**Stored items:**
####

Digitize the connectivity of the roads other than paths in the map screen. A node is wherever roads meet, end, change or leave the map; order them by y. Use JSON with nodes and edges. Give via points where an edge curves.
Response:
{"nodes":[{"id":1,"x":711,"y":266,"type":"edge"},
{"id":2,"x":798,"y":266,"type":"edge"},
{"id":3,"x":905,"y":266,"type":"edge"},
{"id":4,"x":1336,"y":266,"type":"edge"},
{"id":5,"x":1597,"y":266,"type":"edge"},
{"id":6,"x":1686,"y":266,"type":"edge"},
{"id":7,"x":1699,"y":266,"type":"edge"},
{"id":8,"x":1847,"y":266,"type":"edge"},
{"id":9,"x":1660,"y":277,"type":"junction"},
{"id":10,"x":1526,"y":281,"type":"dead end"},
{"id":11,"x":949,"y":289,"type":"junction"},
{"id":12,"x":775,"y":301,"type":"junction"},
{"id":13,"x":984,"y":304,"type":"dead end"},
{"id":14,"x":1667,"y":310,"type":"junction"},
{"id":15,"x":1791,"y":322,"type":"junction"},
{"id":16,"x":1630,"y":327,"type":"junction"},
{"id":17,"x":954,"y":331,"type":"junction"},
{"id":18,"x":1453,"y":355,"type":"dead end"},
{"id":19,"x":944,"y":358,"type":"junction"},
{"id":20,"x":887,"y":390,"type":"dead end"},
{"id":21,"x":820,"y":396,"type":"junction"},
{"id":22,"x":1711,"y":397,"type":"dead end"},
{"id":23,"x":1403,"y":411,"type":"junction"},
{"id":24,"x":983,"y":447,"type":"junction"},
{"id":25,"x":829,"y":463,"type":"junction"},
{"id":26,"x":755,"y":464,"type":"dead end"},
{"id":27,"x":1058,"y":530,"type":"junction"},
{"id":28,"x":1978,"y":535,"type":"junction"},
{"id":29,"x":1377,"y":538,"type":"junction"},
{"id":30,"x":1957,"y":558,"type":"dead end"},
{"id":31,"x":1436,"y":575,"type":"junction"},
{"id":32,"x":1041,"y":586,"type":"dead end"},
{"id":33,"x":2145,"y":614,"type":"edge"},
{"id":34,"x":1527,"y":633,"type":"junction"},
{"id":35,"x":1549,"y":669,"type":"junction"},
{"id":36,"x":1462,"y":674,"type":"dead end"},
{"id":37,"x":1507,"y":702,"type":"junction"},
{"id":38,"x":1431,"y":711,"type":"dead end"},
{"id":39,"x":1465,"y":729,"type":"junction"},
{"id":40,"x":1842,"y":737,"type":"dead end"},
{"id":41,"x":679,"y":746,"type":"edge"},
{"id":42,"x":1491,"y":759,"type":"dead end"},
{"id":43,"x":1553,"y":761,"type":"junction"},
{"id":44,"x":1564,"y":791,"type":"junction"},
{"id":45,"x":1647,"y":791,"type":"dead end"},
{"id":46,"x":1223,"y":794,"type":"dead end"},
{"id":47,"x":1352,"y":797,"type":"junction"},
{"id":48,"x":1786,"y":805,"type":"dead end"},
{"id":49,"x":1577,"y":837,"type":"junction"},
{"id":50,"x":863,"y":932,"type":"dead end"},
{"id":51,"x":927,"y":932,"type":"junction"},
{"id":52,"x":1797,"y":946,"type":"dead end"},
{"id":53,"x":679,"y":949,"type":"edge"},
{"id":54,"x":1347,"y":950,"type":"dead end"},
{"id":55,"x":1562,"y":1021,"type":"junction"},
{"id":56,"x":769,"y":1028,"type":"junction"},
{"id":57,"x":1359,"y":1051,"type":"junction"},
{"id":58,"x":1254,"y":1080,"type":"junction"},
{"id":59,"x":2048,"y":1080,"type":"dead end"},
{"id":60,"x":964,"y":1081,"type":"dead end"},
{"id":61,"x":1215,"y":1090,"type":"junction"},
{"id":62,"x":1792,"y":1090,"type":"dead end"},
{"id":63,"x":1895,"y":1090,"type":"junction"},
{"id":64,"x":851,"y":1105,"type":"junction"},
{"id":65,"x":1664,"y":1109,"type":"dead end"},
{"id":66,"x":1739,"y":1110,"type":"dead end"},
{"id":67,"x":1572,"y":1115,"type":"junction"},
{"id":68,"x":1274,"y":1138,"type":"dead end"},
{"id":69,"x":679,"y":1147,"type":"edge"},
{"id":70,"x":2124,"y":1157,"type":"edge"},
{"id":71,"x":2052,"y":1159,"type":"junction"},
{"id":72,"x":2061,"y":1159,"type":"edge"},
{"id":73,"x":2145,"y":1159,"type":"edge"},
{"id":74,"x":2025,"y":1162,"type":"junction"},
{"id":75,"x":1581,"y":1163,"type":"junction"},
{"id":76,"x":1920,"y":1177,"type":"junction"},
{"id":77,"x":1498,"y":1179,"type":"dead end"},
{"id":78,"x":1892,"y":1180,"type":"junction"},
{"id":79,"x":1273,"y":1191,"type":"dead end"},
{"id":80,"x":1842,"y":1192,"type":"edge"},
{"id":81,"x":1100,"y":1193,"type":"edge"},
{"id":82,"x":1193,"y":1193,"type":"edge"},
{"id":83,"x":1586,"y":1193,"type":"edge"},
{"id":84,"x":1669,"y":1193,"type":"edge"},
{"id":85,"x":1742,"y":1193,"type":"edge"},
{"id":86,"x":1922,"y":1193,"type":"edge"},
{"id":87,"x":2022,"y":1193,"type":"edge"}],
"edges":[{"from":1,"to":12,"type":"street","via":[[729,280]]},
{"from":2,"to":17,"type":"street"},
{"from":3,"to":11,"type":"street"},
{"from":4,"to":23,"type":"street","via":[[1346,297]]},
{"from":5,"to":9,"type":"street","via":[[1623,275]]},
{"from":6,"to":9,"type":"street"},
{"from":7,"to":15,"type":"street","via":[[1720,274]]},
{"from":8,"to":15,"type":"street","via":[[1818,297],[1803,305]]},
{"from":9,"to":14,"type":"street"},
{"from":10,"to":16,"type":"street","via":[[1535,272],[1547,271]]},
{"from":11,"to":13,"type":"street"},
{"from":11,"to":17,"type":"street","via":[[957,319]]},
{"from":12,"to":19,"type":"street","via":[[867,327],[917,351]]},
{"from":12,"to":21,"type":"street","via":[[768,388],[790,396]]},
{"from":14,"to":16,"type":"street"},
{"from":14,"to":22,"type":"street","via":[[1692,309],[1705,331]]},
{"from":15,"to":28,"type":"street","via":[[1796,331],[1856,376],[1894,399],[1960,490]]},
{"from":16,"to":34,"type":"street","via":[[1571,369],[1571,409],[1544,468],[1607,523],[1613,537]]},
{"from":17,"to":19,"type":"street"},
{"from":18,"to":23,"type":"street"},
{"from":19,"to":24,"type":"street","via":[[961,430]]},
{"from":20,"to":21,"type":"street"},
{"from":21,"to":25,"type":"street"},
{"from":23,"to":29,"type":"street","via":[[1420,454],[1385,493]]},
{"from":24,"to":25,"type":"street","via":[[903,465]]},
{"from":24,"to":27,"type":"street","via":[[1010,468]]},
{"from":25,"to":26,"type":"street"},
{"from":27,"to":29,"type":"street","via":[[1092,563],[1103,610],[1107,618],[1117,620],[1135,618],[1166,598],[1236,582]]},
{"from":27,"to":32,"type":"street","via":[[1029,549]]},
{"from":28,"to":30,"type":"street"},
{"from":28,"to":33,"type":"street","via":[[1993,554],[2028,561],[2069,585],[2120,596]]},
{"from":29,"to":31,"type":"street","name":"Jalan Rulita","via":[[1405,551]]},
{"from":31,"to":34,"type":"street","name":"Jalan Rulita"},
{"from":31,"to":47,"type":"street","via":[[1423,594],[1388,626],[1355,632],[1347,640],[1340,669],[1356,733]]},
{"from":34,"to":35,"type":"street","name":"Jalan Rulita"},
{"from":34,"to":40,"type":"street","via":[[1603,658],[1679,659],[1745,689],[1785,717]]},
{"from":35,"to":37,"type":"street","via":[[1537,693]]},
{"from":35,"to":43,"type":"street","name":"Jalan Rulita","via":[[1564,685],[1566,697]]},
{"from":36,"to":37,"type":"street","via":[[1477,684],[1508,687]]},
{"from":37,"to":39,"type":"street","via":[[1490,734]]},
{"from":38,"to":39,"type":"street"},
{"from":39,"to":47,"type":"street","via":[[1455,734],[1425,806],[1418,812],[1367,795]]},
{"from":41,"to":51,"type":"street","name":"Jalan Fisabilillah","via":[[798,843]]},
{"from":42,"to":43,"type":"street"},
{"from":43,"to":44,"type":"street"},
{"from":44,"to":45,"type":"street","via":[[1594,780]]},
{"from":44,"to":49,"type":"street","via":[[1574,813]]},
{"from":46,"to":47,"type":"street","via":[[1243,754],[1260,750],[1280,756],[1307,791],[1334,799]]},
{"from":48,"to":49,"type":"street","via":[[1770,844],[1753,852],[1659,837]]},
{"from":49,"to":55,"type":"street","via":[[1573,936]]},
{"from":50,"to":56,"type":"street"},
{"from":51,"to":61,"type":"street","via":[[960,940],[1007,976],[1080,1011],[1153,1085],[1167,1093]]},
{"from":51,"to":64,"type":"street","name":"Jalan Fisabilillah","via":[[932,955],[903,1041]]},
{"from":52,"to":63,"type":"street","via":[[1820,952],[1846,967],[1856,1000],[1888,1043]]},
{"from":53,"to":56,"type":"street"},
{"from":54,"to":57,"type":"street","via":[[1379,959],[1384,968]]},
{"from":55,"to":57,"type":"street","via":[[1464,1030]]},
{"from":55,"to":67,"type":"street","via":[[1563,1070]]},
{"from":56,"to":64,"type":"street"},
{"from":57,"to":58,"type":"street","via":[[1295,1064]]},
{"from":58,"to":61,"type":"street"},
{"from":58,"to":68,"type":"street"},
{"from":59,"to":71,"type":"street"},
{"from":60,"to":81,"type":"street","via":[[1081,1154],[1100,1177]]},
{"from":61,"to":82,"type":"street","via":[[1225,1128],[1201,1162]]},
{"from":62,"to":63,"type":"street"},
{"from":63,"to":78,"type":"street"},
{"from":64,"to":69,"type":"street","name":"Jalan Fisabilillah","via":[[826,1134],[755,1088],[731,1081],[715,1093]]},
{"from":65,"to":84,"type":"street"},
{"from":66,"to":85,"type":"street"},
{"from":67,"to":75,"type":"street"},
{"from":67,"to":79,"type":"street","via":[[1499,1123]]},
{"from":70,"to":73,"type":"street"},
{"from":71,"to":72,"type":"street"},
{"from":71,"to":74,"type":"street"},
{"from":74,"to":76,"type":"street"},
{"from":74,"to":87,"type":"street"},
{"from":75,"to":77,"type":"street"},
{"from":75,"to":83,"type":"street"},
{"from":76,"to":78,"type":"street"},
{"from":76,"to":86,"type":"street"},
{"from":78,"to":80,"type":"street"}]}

####

**WHAT YOU WILL DO:** Pick out, from the lines above, every one that contains the string "edges".

**REPLY TO THE EXERCISE:**
Digitize the connectivity of the roads other than paths in the map screen. A node is wherever roads meet, end, change or leave the map; order them by y. Use JSON with nodes and edges. Give via points where an edge curves.
"edges":[{"from":1,"to":12,"type":"street","via":[[729,280]]},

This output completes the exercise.